Some FBI officials began raising doubts about the bureau's attempts to create a computerized case management system as early as 2003, two years before the $170 million project was abandoned altogether, according to a confidential report to the House Appropriations Committee.

By 2004, the report found, the FBI had identified 400 problems with early versions of the troubled software -- but never told the contractor. The bureau also went ahead with a $17 million testing program last December, even though it was clear by then that the software would have to be scrapped, according to the review.

The 32-page report -- prepared by the House committee's Surveys and Investigations staff and obtained by The Washington Post -- indicates that the FBI passed up numerous chances to cut its losses with the doomed Virtual Case File (VCF), instead forging ahead with a system that ultimately cost taxpayers more than $100 million in wasted expenditures.

The report chronicles a list of errors and misjudgments that were made during the software project's troubled history, from assigning underqualified personnel to poor oversight and inadequate planning. And while the bureau has enacted important reforms in its information technology efforts in recent months, one FBI official warned that the bureau remains far behind where it should be.
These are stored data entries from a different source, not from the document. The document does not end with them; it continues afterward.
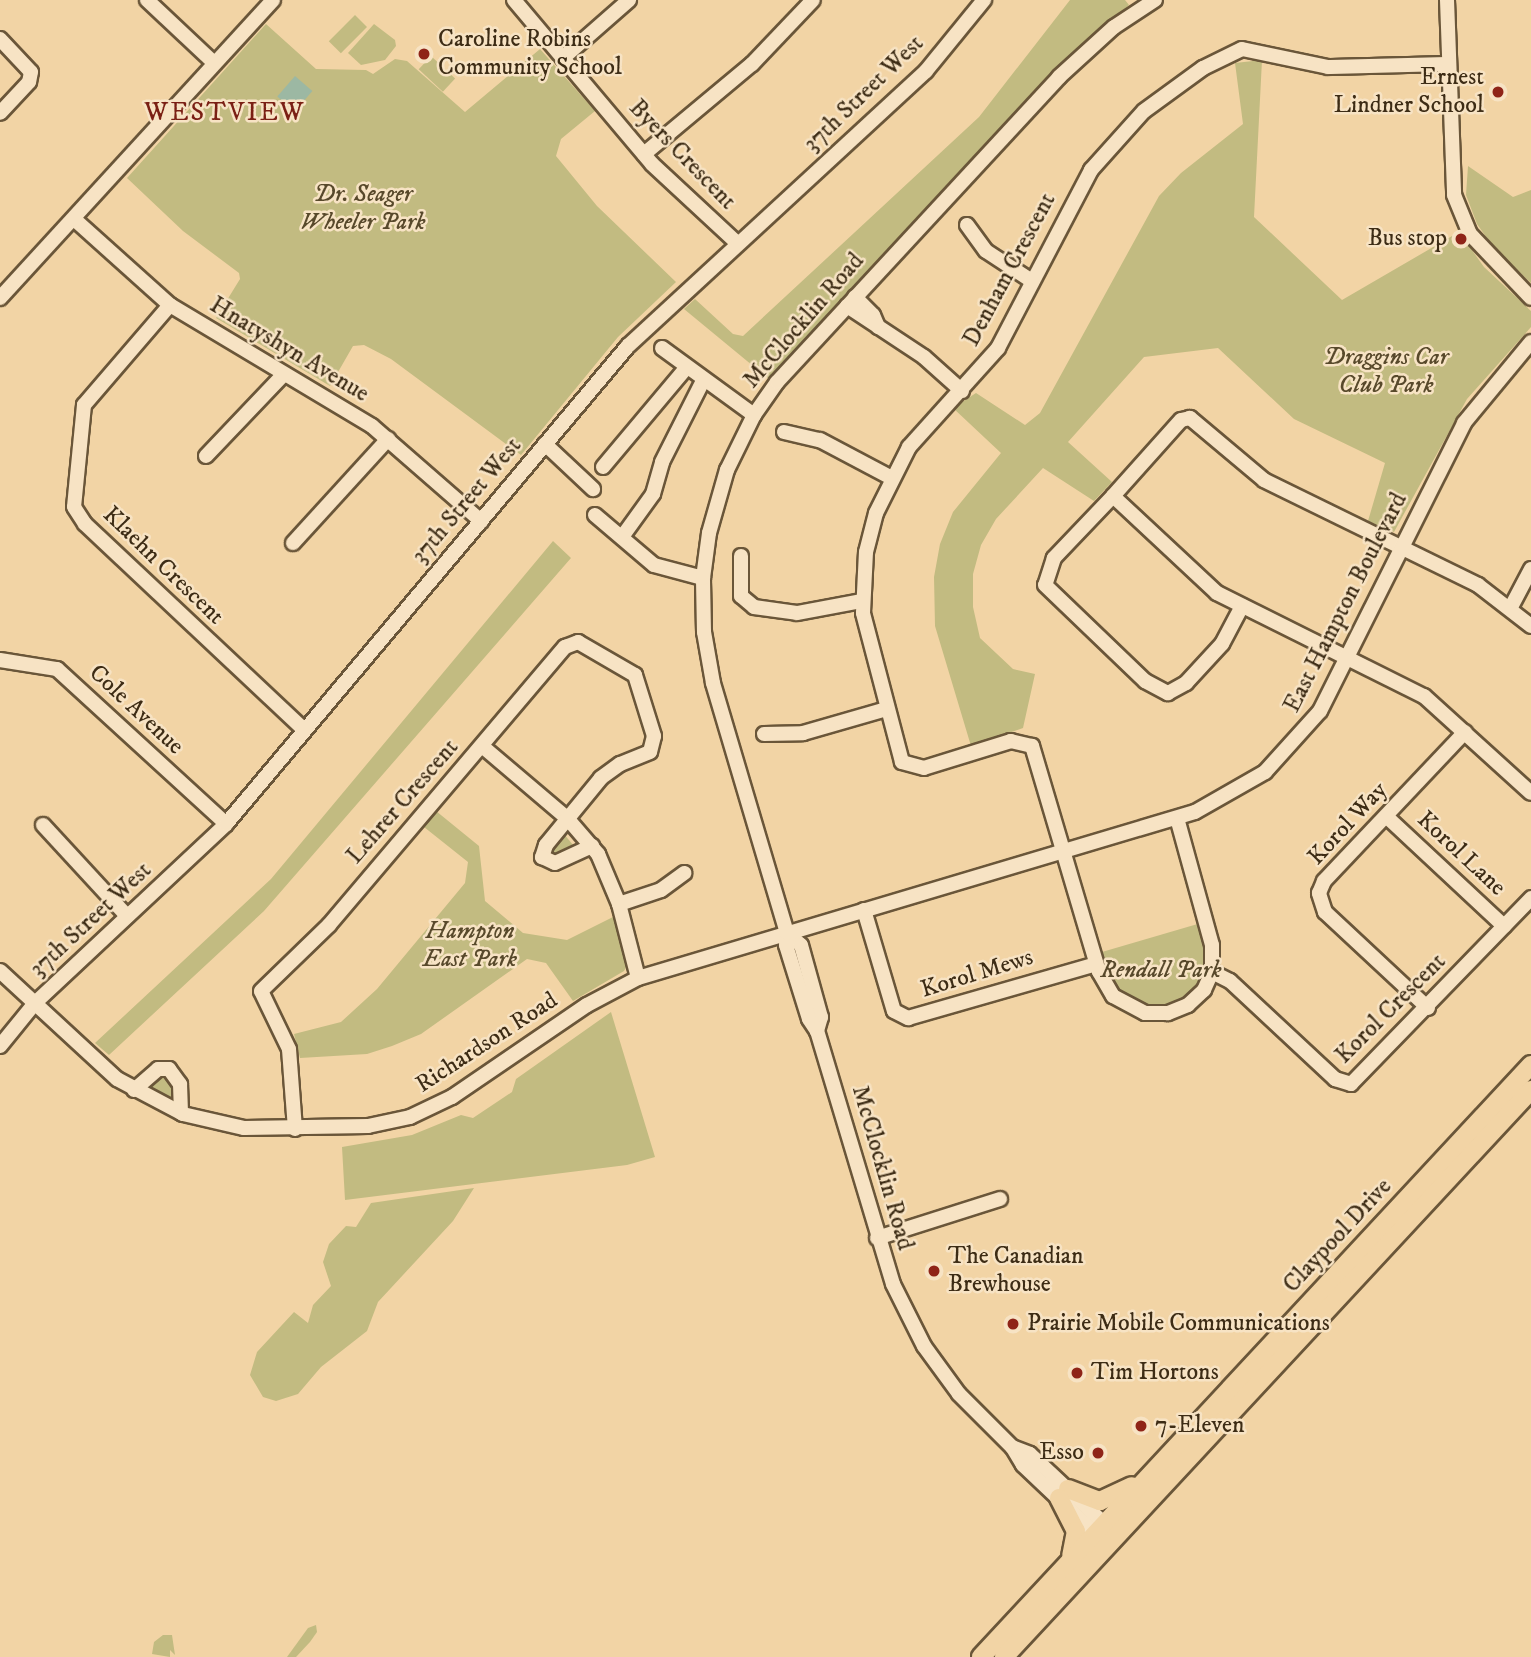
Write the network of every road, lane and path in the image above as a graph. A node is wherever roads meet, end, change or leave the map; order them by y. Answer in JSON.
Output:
{"nodes":[{"id":1,"x":147,"y":0,"type":"edge"},
{"id":2,"x":273,"y":0,"type":"edge"},
{"id":3,"x":514,"y":0,"type":"edge"},
{"id":4,"x":629,"y":0,"type":"edge"},
{"id":5,"x":813,"y":0,"type":"edge"},
{"id":6,"x":984,"y":0,"type":"edge"},
{"id":7,"x":1155,"y":0,"type":"edge"},
{"id":8,"x":1447,"y":0,"type":"edge"},
{"id":9,"x":0,"y":39,"type":"edge"},
{"id":10,"x":563,"y":58,"type":"junction"},
{"id":11,"x":214,"y":63,"type":"junction"},
{"id":12,"x":1449,"y":64,"type":"junction"},
{"id":13,"x":0,"y":113,"type":"edge"},
{"id":14,"x":644,"y":153,"type":"junction"},
{"id":15,"x":74,"y":219,"type":"junction"},
{"id":16,"x":967,"y":225,"type":"dead end"},
{"id":17,"x":737,"y":243,"type":"junction"},
{"id":18,"x":1032,"y":281,"type":"junction"},
{"id":19,"x":0,"y":298,"type":"edge"},
{"id":20,"x":1531,"y":298,"type":"edge"},
{"id":21,"x":851,"y":301,"type":"junction"},
{"id":22,"x":170,"y":305,"type":"junction"},
{"id":23,"x":1531,"y":342,"type":"edge"},
{"id":24,"x":662,"y":348,"type":"dead end"},
{"id":25,"x":686,"y":368,"type":"junction"},
{"id":26,"x":284,"y":374,"type":"junction"},
{"id":27,"x":703,"y":381,"type":"junction"},
{"id":28,"x":962,"y":391,"type":"junction"},
{"id":29,"x":754,"y":415,"type":"junction"},
{"id":30,"x":784,"y":432,"type":"dead end"},
{"id":31,"x":388,"y":439,"type":"junction"},
{"id":32,"x":545,"y":444,"type":"junction"},
{"id":33,"x":206,"y":456,"type":"dead end"},
{"id":34,"x":603,"y":467,"type":"dead end"},
{"id":35,"x":890,"y":477,"type":"junction"},
{"id":36,"x":593,"y":489,"type":"dead end"},
{"id":37,"x":1113,"y":496,"type":"junction"},
{"id":38,"x":595,"y":515,"type":"dead end"},
{"id":39,"x":481,"y":521,"type":"junction"},
{"id":40,"x":622,"y":537,"type":"junction"},
{"id":41,"x":293,"y":542,"type":"dead end"},
{"id":42,"x":1401,"y":547,"type":"junction"},
{"id":43,"x":741,"y":556,"type":"dead end"},
{"id":44,"x":1531,"y":569,"type":"edge"},
{"id":45,"x":703,"y":578,"type":"junction"},
{"id":46,"x":862,"y":601,"type":"junction"},
{"id":47,"x":1242,"y":606,"type":"junction"},
{"id":48,"x":1511,"y":607,"type":"junction"},
{"id":49,"x":1531,"y":626,"type":"edge"},
{"id":50,"x":1349,"y":657,"type":"junction"},
{"id":51,"x":0,"y":660,"type":"edge"},
{"id":52,"x":886,"y":709,"type":"junction"},
{"id":53,"x":304,"y":730,"type":"junction"},
{"id":54,"x":1465,"y":732,"type":"junction"},
{"id":55,"x":764,"y":734,"type":"dead end"},
{"id":56,"x":482,"y":746,"type":"junction"},
{"id":57,"x":1531,"y":793,"type":"edge"},
{"id":58,"x":1387,"y":817,"type":"junction"},
{"id":59,"x":567,"y":818,"type":"junction"},
{"id":60,"x":1177,"y":818,"type":"junction"},
{"id":61,"x":226,"y":824,"type":"junction"},
{"id":62,"x":43,"y":825,"type":"dead end"},
{"id":63,"x":592,"y":846,"type":"junction"},
{"id":64,"x":1063,"y":850,"type":"junction"},
{"id":65,"x":684,"y":873,"type":"dead end"},
{"id":66,"x":1531,"y":898,"type":"edge"},
{"id":67,"x":619,"y":904,"type":"junction"},
{"id":68,"x":864,"y":910,"type":"junction"},
{"id":69,"x":127,"y":916,"type":"junction"},
{"id":70,"x":1504,"y":926,"type":"junction"},
{"id":71,"x":787,"y":933,"type":"junction"},
{"id":72,"x":1096,"y":964,"type":"junction"},
{"id":73,"x":0,"y":971,"type":"edge"},
{"id":74,"x":1212,"y":972,"type":"junction"},
{"id":75,"x":638,"y":978,"type":"junction"},
{"id":76,"x":35,"y":1003,"type":"junction"},
{"id":77,"x":1428,"y":1008,"type":"junction"},
{"id":78,"x":0,"y":1046,"type":"edge"},
{"id":79,"x":1531,"y":1065,"type":"edge"},
{"id":80,"x":134,"y":1090,"type":"junction"},
{"id":81,"x":1531,"y":1090,"type":"edge"},
{"id":82,"x":181,"y":1113,"type":"junction"},
{"id":83,"x":295,"y":1129,"type":"junction"},
{"id":84,"x":1000,"y":1199,"type":"dead end"},
{"id":85,"x":877,"y":1238,"type":"junction"},
{"id":86,"x":1149,"y":1475,"type":"junction"},
{"id":87,"x":1063,"y":1494,"type":"junction"},
{"id":88,"x":1105,"y":1533,"type":"junction"},
{"id":89,"x":1069,"y":1563,"type":"junction"},
{"id":90,"x":981,"y":1657,"type":"edge"},
{"id":91,"x":1004,"y":1657,"type":"edge"}],
"edges":[{"from":1,"to":11,"type":"street"},
{"from":2,"to":11,"type":"street"},
{"from":3,"to":10,"type":"street","name":"Byers Crescent"},
{"from":4,"to":10,"type":"street"},
{"from":5,"to":14,"type":"street"},
{"from":6,"to":17,"type":"street","name":"37th Street West"},
{"from":7,"to":21,"type":"street","name":"McClocklin Road"},
{"from":8,"to":12,"type":"street"},
{"from":9,"to":13,"type":"street"},
{"from":10,"to":14,"type":"street","name":"Byers Crescent"},
{"from":11,"to":15,"type":"street"},
{"from":12,"to":18,"type":"street","name":"Denham Crescent"},
{"from":12,"to":20,"type":"street"},
{"from":14,"to":17,"type":"street","name":"Byers Crescent"},
{"from":15,"to":19,"type":"street"},
{"from":15,"to":22,"type":"street","name":"Hnatyshyn Avenue"},
{"from":16,"to":18,"type":"street"},
{"from":17,"to":32,"type":"street","name":"37th Street West"},
{"from":18,"to":28,"type":"street","name":"Denham Crescent"},
{"from":21,"to":28,"type":"street"},
{"from":21,"to":29,"type":"street","name":"McClocklin Road"},
{"from":22,"to":26,"type":"street","name":"Hnatyshyn Avenue"},
{"from":22,"to":53,"type":"street","name":"Klaehn Crescent"},
{"from":23,"to":42,"type":"street","name":"East Hampton Boulevard"},
{"from":24,"to":25,"type":"street"},
{"from":25,"to":27,"type":"street"},
{"from":25,"to":34,"type":"street"},
{"from":26,"to":31,"type":"street","name":"Hnatyshyn Avenue"},
{"from":26,"to":33,"type":"street"},
{"from":27,"to":29,"type":"street"},
{"from":27,"to":40,"type":"street"},
{"from":28,"to":35,"type":"street","name":"Denham Crescent"},
{"from":29,"to":45,"type":"street","name":"McClocklin Road"},
{"from":30,"to":35,"type":"street"},
{"from":31,"to":39,"type":"street","name":"Hnatyshyn Avenue"},
{"from":31,"to":41,"type":"street"},
{"from":32,"to":36,"type":"street"},
{"from":32,"to":39,"type":"street","name":"37th Street West"},
{"from":35,"to":46,"type":"street","name":"Denham Crescent"},
{"from":37,"to":42,"type":"street"},
{"from":37,"to":47,"type":"street"},
{"from":37,"to":47,"type":"street"},
{"from":38,"to":40,"type":"street"},
{"from":39,"to":53,"type":"street","name":"37th Street West"},
{"from":40,"to":45,"type":"street"},
{"from":42,"to":48,"type":"street"},
{"from":42,"to":50,"type":"street","name":"East Hampton Boulevard"},
{"from":43,"to":46,"type":"street"},
{"from":44,"to":48,"type":"street"},
{"from":45,"to":71,"type":"street","name":"McClocklin Road"},
{"from":46,"to":52,"type":"street","name":"Denham Crescent"},
{"from":47,"to":50,"type":"street"},
{"from":48,"to":49,"type":"street"},
{"from":50,"to":54,"type":"street"},
{"from":50,"to":60,"type":"street","name":"East Hampton Boulevard"},
{"from":51,"to":61,"type":"street","name":"Cole Avenue"},
{"from":52,"to":55,"type":"street"},
{"from":52,"to":64,"type":"street","name":"Denham Crescent"},
{"from":53,"to":61,"type":"street","name":"37th Street West"},
{"from":54,"to":57,"type":"street"},
{"from":54,"to":58,"type":"street","name":"Korol Way"},
{"from":56,"to":59,"type":"street","name":"Lehrer Crescent"},
{"from":56,"to":59,"type":"street"},
{"from":56,"to":83,"type":"street","name":"Lehrer Crescent"},
{"from":58,"to":70,"type":"street","name":"Korol Lane"},
{"from":58,"to":77,"type":"street","name":"Korol Way"},
{"from":59,"to":63,"type":"street","name":"Lehrer Crescent"},
{"from":59,"to":63,"type":"street"},
{"from":60,"to":64,"type":"street","name":"East Hampton Boulevard"},
{"from":60,"to":74,"type":"street"},
{"from":61,"to":69,"type":"street","name":"37th Street West"},
{"from":62,"to":69,"type":"street"},
{"from":63,"to":67,"type":"street","name":"Lehrer Crescent"},
{"from":64,"to":68,"type":"street","name":"East Hampton Boulevard"},
{"from":64,"to":72,"type":"street"},
{"from":65,"to":67,"type":"street"},
{"from":66,"to":70,"type":"street","name":"Korol Crescent"},
{"from":67,"to":75,"type":"street","name":"Lehrer Crescent"},
{"from":68,"to":71,"type":"street","name":"East Hampton Boulevard"},
{"from":68,"to":72,"type":"street","name":"Korol Mews"},
{"from":69,"to":76,"type":"street","name":"37th Street West"},
{"from":70,"to":77,"type":"street","name":"Korol Crescent"},
{"from":71,"to":75,"type":"street","name":"Richardson Road"},
{"from":71,"to":85,"type":"street","name":"McClocklin Road"},
{"from":72,"to":74,"type":"street"},
{"from":73,"to":76,"type":"street","name":"Richardson Road"},
{"from":74,"to":77,"type":"street","name":"Korol Crescent"},
{"from":75,"to":83,"type":"street","name":"Richardson Road"},
{"from":76,"to":78,"type":"street","name":"37th Street West"},
{"from":76,"to":80,"type":"street","name":"Richardson Road"},
{"from":79,"to":86,"type":"main road","name":"Claypool Drive"},
{"from":80,"to":82,"type":"street","name":"Richardson Road"},
{"from":80,"to":82,"type":"street"},
{"from":81,"to":88,"type":"main road","name":"Claypool Drive"},
{"from":82,"to":83,"type":"street","name":"Richardson Road"},
{"from":84,"to":85,"type":"street"},
{"from":85,"to":87,"type":"street","name":"McClocklin Road"},
{"from":86,"to":87,"type":"main road"},
{"from":86,"to":88,"type":"main road","name":"Claypool Drive"},
{"from":87,"to":88,"type":"street","name":"McClocklin Road"},
{"from":87,"to":89,"type":"main road"},
{"from":88,"to":89,"type":"main road","name":"Claypool Drive"},
{"from":88,"to":91,"type":"main road","name":"Claypool Drive"},
{"from":89,"to":90,"type":"main road","name":"Claypool Drive"}]}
"We are still crawling," the unidentified official told investigators.

FBI officials said last week that the bureau has undertaken a broad and rapid restructuring that will solve many of the problems outlined in the report. They also said that a new program -- code-named Sentinel -- will rely on off-the-shelf software rather than the kind of custom approach that contributed to many of the problems with VCF.

"To say we're crawling is inaccurate," said one official, who spoke on the condition of anonymity. "We are building a system from the ground up and have made real progress."

The House committee's report is the latest in a series of damning evaluations of the collapse of VCF, which was formally dumped in March after FBI Director Robert S. Mueller III concluded that it was already outdated and did not perform as expected.

The system was part of Trilogy, a $581 million FBI program that includes a new computer network and thousands of new high-speed personal computers for agents and analysts. VCF would have been the final major step in the upgrade, providing a modern database for storing case information and allowing agents to share and search files electronically.

Numerous outside experts and panels have criticized the FBI's paper-based records system as outmoded and inefficient, and the commission that investigated the Sept. 11, 2001, attacks concluded that the shortcomings may have contributed to the failure to detect the al Qaeda plot. The Justice Department's inspector general warned in February that the FBI's continuing technology problems had "national security implications" and that agents were "significantly hampered" in their efforts to prevent terrorism and combat other serious crimes.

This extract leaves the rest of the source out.